Would you please copy each line of the data in which the string "Bharatiyar" occurs?
═════ Supplied records ═════
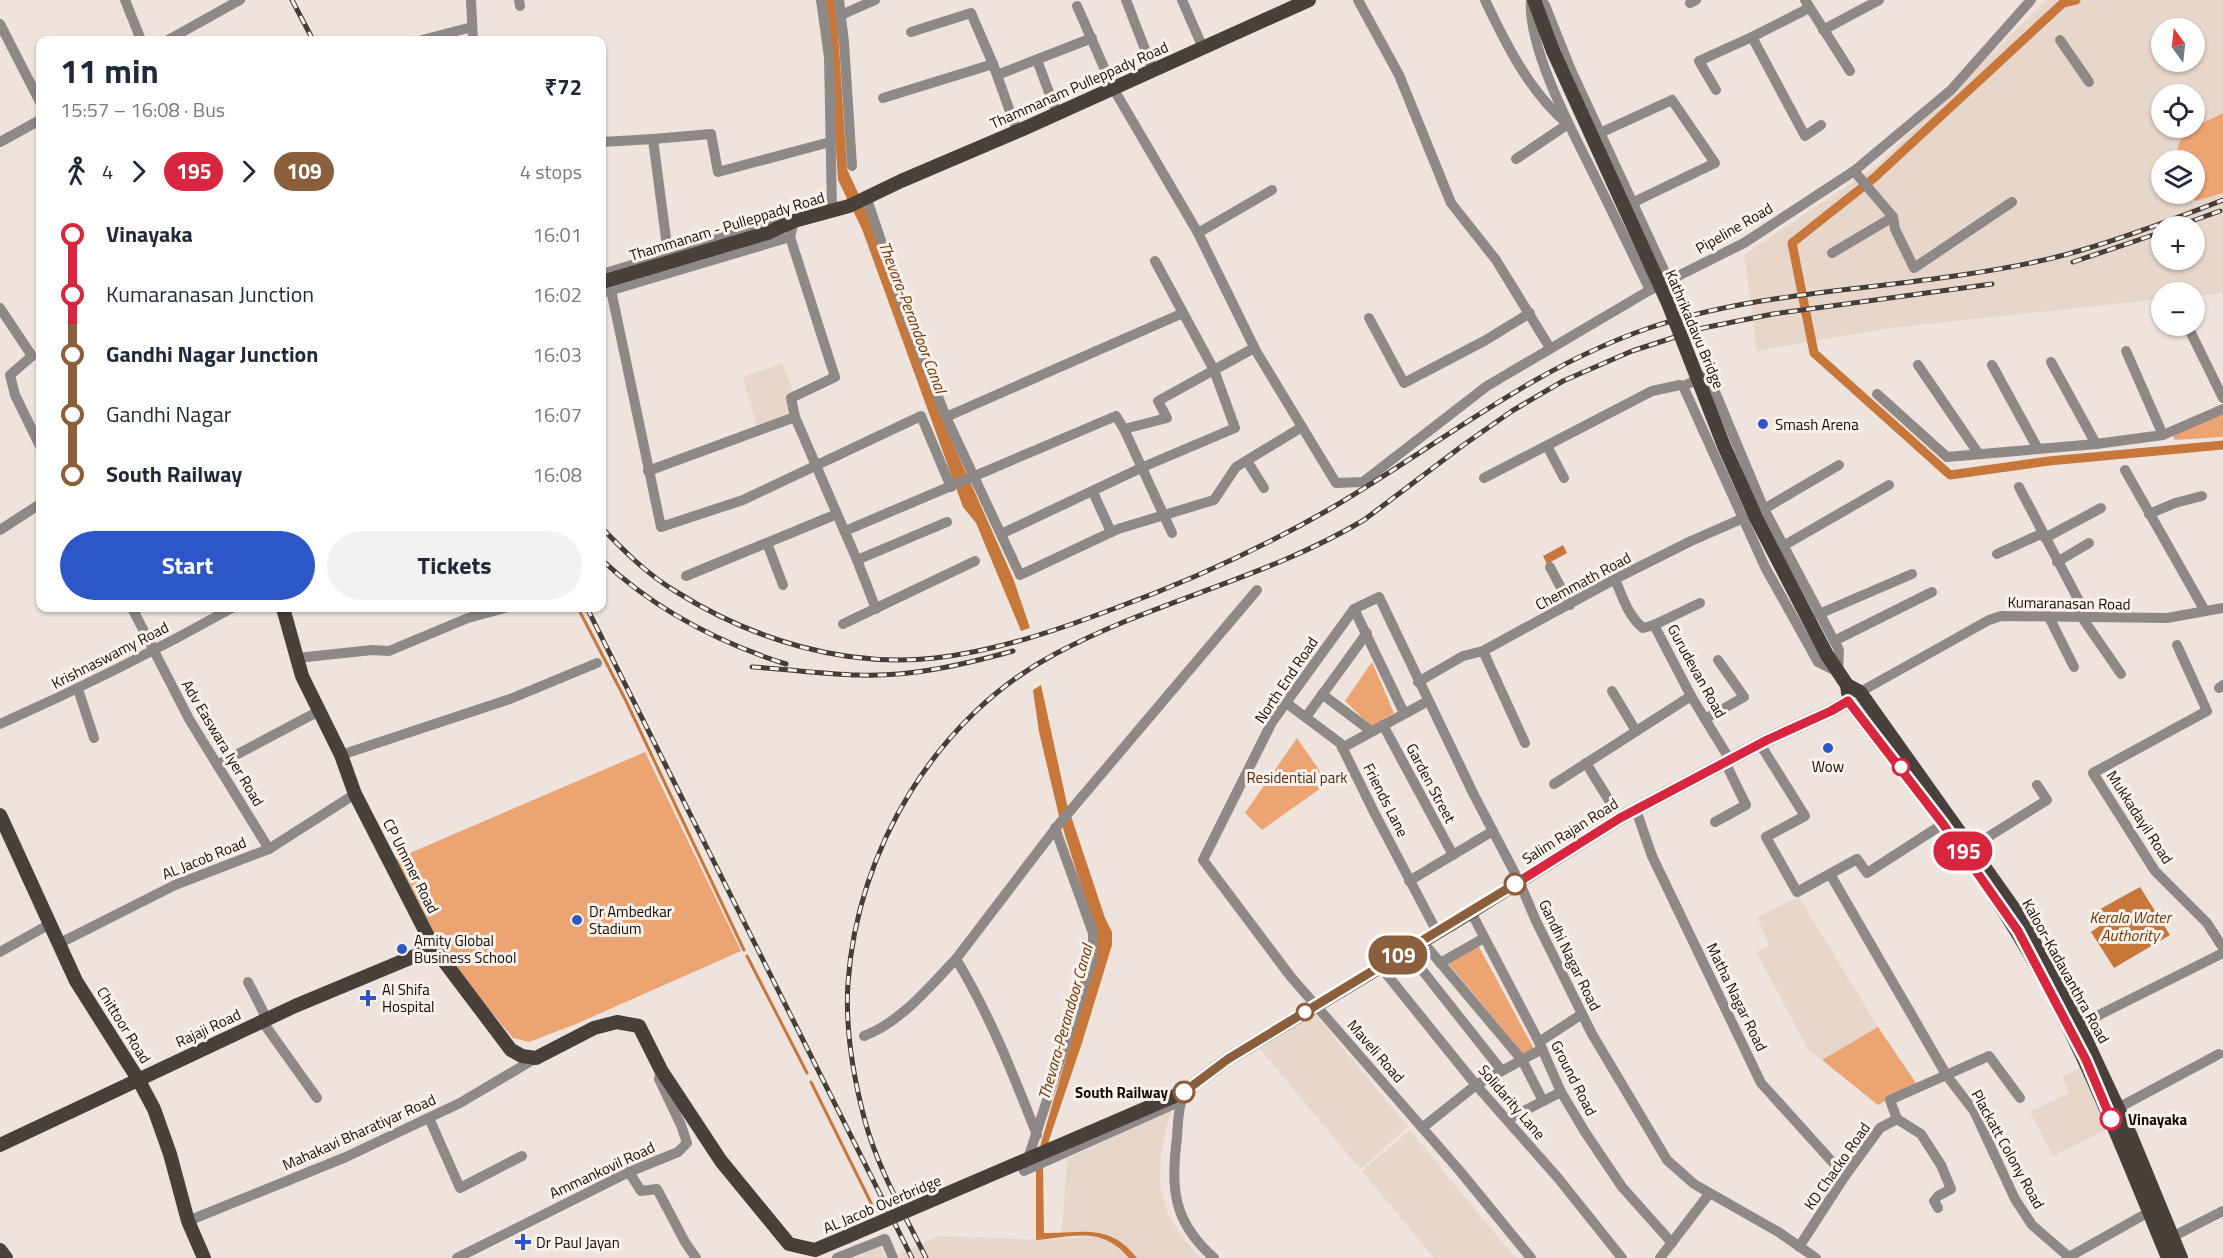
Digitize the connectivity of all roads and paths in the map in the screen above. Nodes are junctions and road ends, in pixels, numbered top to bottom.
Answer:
1 (125, 0) edge
2 (240, 0) edge
3 (471, 0) edge
4 (821, 0) edge
5 (839, 0) edge
6 (875, 0) edge
7 (1126, 0) edge
8 (1182, 0) edge
9 (1308, 0) edge
10 (1358, 0) edge
11 (1485, 0) edge
12 (1879, 0) edge
13 (2031, 0) edge
14 (1535, 3) edge
15 (1807, 4) edge
16 (1077, 6) dead end
17 (841, 15) junction
18 (0, 24) edge
19 (472, 27) junction
20 (1823, 30) junction
21 (911, 32) dead end
22 (139, 36) edge
23 (175, 36) edge
24 (437, 36) edge
25 (473, 36) edge
26 (1752, 37) junction
27 (1092, 38) junction
28 (2060, 40) dead end
29 (1203, 48) junction
30 (1037, 60) junction
31 (993, 64) junction
32 (1153, 70) junction
33 (1850, 71) dead end
34 (997, 75) junction
35 (2089, 82) dead end
36 (1113, 88) junction
37 (1716, 90) dead end
38 (36, 94) edge
39 (883, 98) dead end
40 (1057, 114) junction
41 (36, 122) edge
42 (1568, 124) junction
43 (1821, 125) dead end
44 (1017, 131) junction
45 (1601, 136) junction
46 (653, 139) junction
47 (0, 142) edge
48 (606, 142) edge
49 (830, 142) junction
50 (1581, 149) junction
51 (1516, 159) dead end
52 (852, 166) dead end
53 (1856, 174) junction
54 (1272, 190) dead end
55 (859, 202) junction
56 (1634, 202) junction
57 (2012, 202) dead end
58 (832, 210) junction
59 (1893, 217) junction
60 (794, 221) junction
61 (1198, 233) junction
62 (790, 237) junction
63 (1833, 253) dead end
64 (668, 254) junction
65 (1155, 261) dead end
66 (606, 273) edge
67 (1669, 281) junction
68 (606, 288) edge
69 (606, 288) edge
70 (1650, 291) junction
71 (606, 292) edge
72 (0, 308) edge
73 (1183, 313) junction
74 (1530, 313) junction
75 (1369, 318) dead end
76 (2192, 336) edge
77 (1254, 348) junction
78 (1550, 348) junction
79 (2126, 351) dead end
80 (36, 353) edge
81 (2052, 362) dead end
82 (1992, 364) dead end
83 (1918, 365) dead end
84 (1214, 370) junction
85 (1683, 386) junction
86 (1877, 394) dead end
87 (2223, 398) edge
88 (2223, 409) edge
89 (795, 417) junction
90 (945, 417) junction
91 (1302, 427) junction
92 (1124, 429) junction
93 (2163, 435) junction
94 (36, 438) edge
95 (2096, 444) junction
96 (1547, 446) junction
97 (2038, 449) junction
98 (1978, 453) junction
99 (1247, 461) junction
100 (1839, 465) dead end
101 (816, 466) junction
102 (1143, 467) junction
103 (2125, 470) dead end
104 (648, 471) junction
105 (971, 478) junction
106 (1484, 478) dead end
107 (1564, 478) dead end
108 (1889, 485) dead end
109 (952, 486) junction
110 (2019, 487) dead end
111 (1264, 488) dead end
112 (1093, 492) junction
113 (2202, 495) dead end
114 (36, 507) edge
115 (2102, 508) dead end
116 (1764, 509) junction
117 (837, 514) junction
118 (2149, 514) junction
119 (1162, 515) junction
120 (1743, 518) junction
121 (947, 522) dead end
122 (0, 530) edge
123 (845, 531) junction
124 (1111, 532) junction
125 (1172, 533) dead end
126 (1000, 534) junction
127 (2044, 536) junction
128 (767, 543) junction
129 (2089, 543) dead end
130 (1783, 546) junction
131 (1997, 554) dead end
132 (857, 560) junction
133 (975, 561) dead end
134 (2057, 562) junction
135 (1550, 567) dead end
136 (1912, 574) dead end
137 (686, 576) dead end
138 (1615, 579) junction
139 (783, 585) dead end
140 (1257, 590) dead end
141 (1932, 592) dead end
142 (1378, 597) joint
143 (1700, 603) dead end
144 (1570, 605) junction
145 (2223, 608) edge
146 (876, 609) junction
147 (1354, 609) junction
148 (2205, 611) junction
149 (134, 612) edge
150 (225, 612) edge
151 (284, 612) edge
152 (490, 612) edge
153 (1819, 614) junction
154 (2049, 617) junction
155 (2083, 619) junction
156 (843, 624) dead end
157 (1654, 625) junction
158 (1367, 633) junction
159 (1834, 641) junction
160 (2177, 645) dead end
161 (1483, 651) junction
162 (154, 652) junction
163 (297, 658) junction
164 (1718, 660) dead end
165 (597, 663) dead end
166 (2074, 667) dead end
167 (1838, 672) junction
168 (2121, 674) dead end
169 (1418, 682) junction
170 (1847, 685) junction
171 (78, 689) junction
172 (1611, 692) dead end
173 (1860, 692) junction
174 (1322, 694) junction
175 (1691, 696) junction
176 (1428, 701) junction
177 (1848, 701) junction
178 (1285, 702) junction
179 (319, 711) junction
180 (1831, 711) junction
181 (1404, 713) junction
182 (1306, 717) junction
183 (1705, 719) junction
184 (0, 724) edge
185 (1383, 725) junction
186 (1636, 731) junction
187 (1371, 732) junction
188 (94, 738) dead end
189 (1525, 743) dead end
190 (1760, 744) junction
191 (1342, 748) junction
192 (340, 755) junction
193 (1728, 761) junction
194 (1586, 763) junction
195 (217, 765) junction
196 (1554, 784) dead end
197 (2037, 785) dead end
198 (355, 794) junction
199 (1636, 810) junction
200 (0, 815) edge
201 (1620, 818) junction
202 (1715, 822) dead end
203 (1943, 824) junction
204 (1057, 826) junction
205 (1493, 831) junction
206 (1972, 847) junction
207 (269, 849) junction
208 (1453, 855) junction
209 (1203, 860) joint
210 (1830, 874) junction
211 (1409, 881) junction
212 (1519, 881) junction
213 (2005, 904) junction
214 (1471, 912) junction
215 (50, 924) junction
216 (1437, 932) junction
217 (1484, 938) junction
218 (1422, 941) junction
219 (60, 943) junction
220 (434, 948) junction
221 (2223, 950) edge
222 (1407, 951) junction
223 (0, 952) edge
224 (956, 959) junction
225 (1440, 963) junction
226 (1380, 966) junction
227 (248, 982) dead end
228 (1316, 1005) junction
229 (1582, 1014) junction
230 (265, 1020) junction
231 (2079, 1025) junction
232 (864, 1036) dead end
233 (1540, 1046) junction
234 (2219, 1054) dead end
235 (537, 1058) junction
236 (1522, 1060) junction
237 (661, 1070) junction
238 (1502, 1071) junction
239 (1947, 1076) junction
240 (138, 1079) junction
241 (1476, 1085) junction
242 (1561, 1092) junction
243 (1182, 1096) junction
244 (317, 1098) dead end
245 (2020, 1098) dead end
246 (1543, 1101) junction
247 (2118, 1108) junction
248 (429, 1118) junction
249 (1508, 1119) junction
250 (1898, 1119) junction
251 (1422, 1128) junction
252 (1037, 1135) junction
253 (0, 1145) edge
254 (522, 1156) dead end
255 (629, 1172) junction
256 (1845, 1176) junction
257 (1709, 1194) junction
258 (1938, 1208) dead end
259 (2155, 1210) junction
260 (2223, 1211) edge
261 (188, 1221) junction
262 (2172, 1237) junction
263 (1672, 1243) junction
264 (1799, 1247) junction
265 (0, 1250) edge
266 (6, 1258) edge
267 (204, 1258) edge
268 (457, 1258) edge
269 (696, 1258) edge
270 (837, 1258) edge
271 (893, 1258) edge
272 (1214, 1258) edge
273 (1531, 1258) edge
274 (1622, 1258) edge
275 (1660, 1258) edge
276 (1816, 1258) edge
277 (2068, 1258) edge
278 (2168, 1258) edge
279 (2181, 1258) edge

1 - 22 street
2 - 23 street
3 - 19 street
4 - 49 street
5 - 17 street
6 - 17 street
7 - 32 street
8 - 29 street
9 - 29 main road, Thammanam Pulleppady Road
10 - 74 street
11 - 42 street
12 - 20 street
13 - 53 street, Pipeline Road
14 - 42 street
14 - 45 street
14 - 167 main road, Kathrikadavu Bridge, bridge
15 - 20 street
15 - 26 street
16 - 27 street
17 - 52 street
18 - 38 street
19 - 24 street
19 - 25 street
20 - 33 street
21 - 31 street
26 - 37 street
26 - 43 street
27 - 30 street
27 - 36 street
28 - 35 street
29 - 32 main road, Thammanam Pulleppady Road
30 - 34 street
30 - 40 street
31 - 34 street
31 - 39 street
32 - 36 main road, Thammanam Pulleppady Road
34 - 44 street
36 - 40 main road, Thammanam Pulleppady Road
36 - 61 street
40 - 44 main road, Thammanam Pulleppady Road
41 - 47 street
42 - 50 street
42 - 51 street
44 - 55 main road, Thammanam Pulleppady Road
45 - 50 street
45 - 56 street
45 - 56 street
46 - 48 street
46 - 49 street
46 - 64 street
49 - 58 street
50 - 70 street
53 - 59 street
53 - 67 street, Pipeline Road
54 - 61 street
55 - 58 main road, Thammanam - Pulleppady Road
55 - 90 street
56 - 67 street
57 - 59 street
58 - 60 main road, Thammanam - Pulleppady Road
59 - 63 street
60 - 62 street
60 - 64 street
60 - 68 main road, Thammanam - Pulleppady Road
61 - 77 street
62 - 69 street
62 - 89 street
64 - 66 street
65 - 73 street
67 - 70 street, Pipeline Road
70 - 78 street, Pipeline Road
71 - 104 street
72 - 80 street
73 - 84 street
73 - 90 street
74 - 75 street
74 - 78 street
76 - 87 street
77 - 84 street
77 - 91 street
78 - 91 street, Pipeline Road
79 - 93 street
80 - 94 street
81 - 95 street
82 - 97 street
83 - 98 street
84 - 92 street
84 - 102 street
85 - 96 street
85 - 116 street
85 - 120 street
86 - 98 street
88 - 93 street
89 - 101 street
89 - 104 street
90 - 105 street
91 - 99 street
92 - 102 street
92 - 105 street
93 - 95 street
95 - 97 street
96 - 106 street
96 - 107 street
97 - 98 street
99 - 111 street
99 - 119 street
100 - 116 street, Chemmath Road
101 - 104 street
101 - 109 street
101 - 117 street
102 - 112 street
102 - 119 street
103 - 118 street
105 - 109 street
105 - 126 street
108 - 130 street
109 - 123 street
110 - 127 street
112 - 124 street
112 - 126 street
113 - 118 street
114 - 122 street
115 - 127 street
116 - 120 street, Chemmath Road
116 - 130 street
117 - 123 street
117 - 128 street
118 - 148 street
119 - 124 street
119 - 125 street
120 - 138 street, Chemmath Road
120 - 167 street
121 - 132 street
123 - 132 street
124 - 126 street
127 - 131 street
127 - 134 street
128 - 137 street
128 - 139 street
129 - 134 street
130 - 153 street
132 - 146 street
133 - 146 street
134 - 155 street
135 - 144 street
136 - 153 street
138 - 144 street, Chemmath Road
138 - 157 street, Gurudevan Road
140 - 204 street
141 - 159 street
142 - 147 street, North End Road
142 - 169 street, Gandhi Nagar Road
143 - 157 street
144 - 161 street, Chemmath Road
145 - 148 street, Kumaranasan Road
146 - 156 street
147 - 158 street
147 - 178 street, North End Road
148 - 155 street, Kumaranasan Road
149 - 162 street, Adv Easwara Iyer Road
150 - 162 street, Krishnaswamy Road
151 - 163 main road, CP Ummer Road
152 - 163 street
153 - 159 street
154 - 155 street, Kumaranasan Road
154 - 166 street
154 - 173 street, Kumaranasan Road
155 - 168 street
157 - 175 street, Gurudevan Road
158 - 174 street
158 - 181 street
159 - 167 street
160 - 221 street, Mukkadayil Road
161 - 169 street, Chemmath Road
161 - 189 street
162 - 171 street, Krishnaswamy Road
162 - 195 street, Adv Easwara Iyer Road
163 - 179 main road, CP Ummer Road
164 - 183 street
165 - 192 street
167 - 170 main road, Kathrikadavu Bridge
167 - 180 main road
169 - 176 street, Gandhi Nagar Road
170 - 173 main road
170 - 177 main road
171 - 184 street, Krishnaswamy Road
171 - 188 street
172 - 186 street
173 - 206 main road, Kaloor-Kadavanthra Road
174 - 182 street
174 - 187 street
175 - 183 street, Gurudevan Road
175 - 186 street
176 - 181 street
176 - 205 street, Gandhi Nagar Road
177 - 180 main road, Salim Rajan Road
177 - 203 main road, Kaloor-Kadavanthra Road
178 - 182 street, Friends Lane
178 - 209 street, North End Road
179 - 192 main road, CP Ummer Road
179 - 195 street
180 - 190 main road, Salim Rajan Road
181 - 185 street
182 - 191 street, Friends Lane
183 - 193 street, Gurudevan Road
185 - 187 street
185 - 208 street, Garden Street
186 - 194 street
187 - 191 street
190 - 193 main road, Salim Rajan Road
190 - 210 street
191 - 211 street, Friends Lane
192 - 198 main road, CP Ummer Road
193 - 199 main road, Salim Rajan Road
193 - 202 street, Gurudevan Road
194 - 196 street
194 - 201 street
195 - 207 street, Adv Easwara Iyer Road
197 - 206 street
198 - 207 street, AL Jacob Road
198 - 220 main road, CP Ummer Road
199 - 201 main road, Salim Rajan Road
199 - 256 street, Matha Nagar Road
200 - 215 main road, Chittoor Road
201 - 212 main road, Salim Rajan Road
203 - 210 street
203 - 213 main road, Kaloor-Kadavanthra Road
204 - 224 street
204 - 252 street
205 - 208 street
205 - 212 street, Gandhi Nagar Road
206 - 213 main road, Kaloor-Kadavanthra Road
207 - 219 street, AL Jacob Road
208 - 211 street
209 - 228 street, Maveli Road
210 - 239 street, Plackatt Colony Road
211 - 216 street, Friends Lane
212 - 214 main road, Salim Rajan Road
212 - 229 street, Gandhi Nagar Road
213 - 231 main road, Kaloor-Kadavanthra Road
213 - 259 main road, Kaloor-Kadavanthra Road
214 - 216 main road, Salim Rajan Road
214 - 217 street, Ground Road
215 - 219 main road, Chittoor Road
215 - 223 street
216 - 218 main road, Salim Rajan Road
217 - 225 street
217 - 233 street, Ground Road
218 - 222 main road, Salim Rajan Road
218 - 225 street
219 - 240 main road, Chittoor Road
220 - 230 main road, Rajaji Road
220 - 235 main road, CP Ummer Road
221 - 231 street
222 - 226 main road, Salim Rajan Road
222 - 238 street
224 - 232 street
224 - 252 street
225 - 236 street
226 - 228 main road, Salim Rajan Road
226 - 241 street, Solidarity Lane
227 - 230 street
228 - 243 main road, Salim Rajan Road
228 - 251 street, Maveli Road
229 - 233 street
229 - 257 street, Gandhi Nagar Road
230 - 240 main road, Rajaji Road
230 - 244 street
231 - 247 main road, Kaloor-Kadavanthra Road
233 - 236 street
233 - 242 street, Ground Road
234 - 247 street
235 - 237 main road
235 - 248 street, Mahakavi Bharatiyar Road
236 - 238 street
236 - 246 street
237 - 243 main road, AL Jacob Overbridge, bridge
237 - 255 street, Ammankovil Road
238 - 241 street
239 - 245 street
239 - 250 street
239 - 277 street, Plackatt Colony Road
240 - 253 main road, Rajaji Road
240 - 261 main road, Chittoor Road
241 - 249 street, Solidarity Lane
241 - 251 street
242 - 246 street
242 - 263 street, Ground Road
243 - 252 street
243 - 272 street
246 - 249 street
247 - 259 main road, Kaloor-Kadavanthra Road
248 - 254 street
248 - 261 street, Mahakavi Bharatiyar Road
249 - 274 street, Solidarity Lane
250 - 256 street, KD Chacko Road
250 - 258 street
251 - 273 street, Maveli Road
255 - 268 street, Ammankovil Road
255 - 269 street
256 - 264 street, KD Chacko Road
257 - 263 street
257 - 264 street, Gandhi Nagar Road
259 - 262 main road, Kaloor-Kadavanthra Road
259 - 277 street, Plackatt Colony Road
259 - 278 main road, Kaloor-Kadavanthra Road
260 - 262 street
261 - 267 main road, Chittoor Road
262 - 279 main road, Kaloor-Kadavanthra Road
263 - 275 street
264 - 276 street, Gandhi Nagar Road
265 - 266 main road
270 - 271 street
═════
» **Completed task**
235 - 248 street, Mahakavi Bharatiyar Road
248 - 261 street, Mahakavi Bharatiyar Road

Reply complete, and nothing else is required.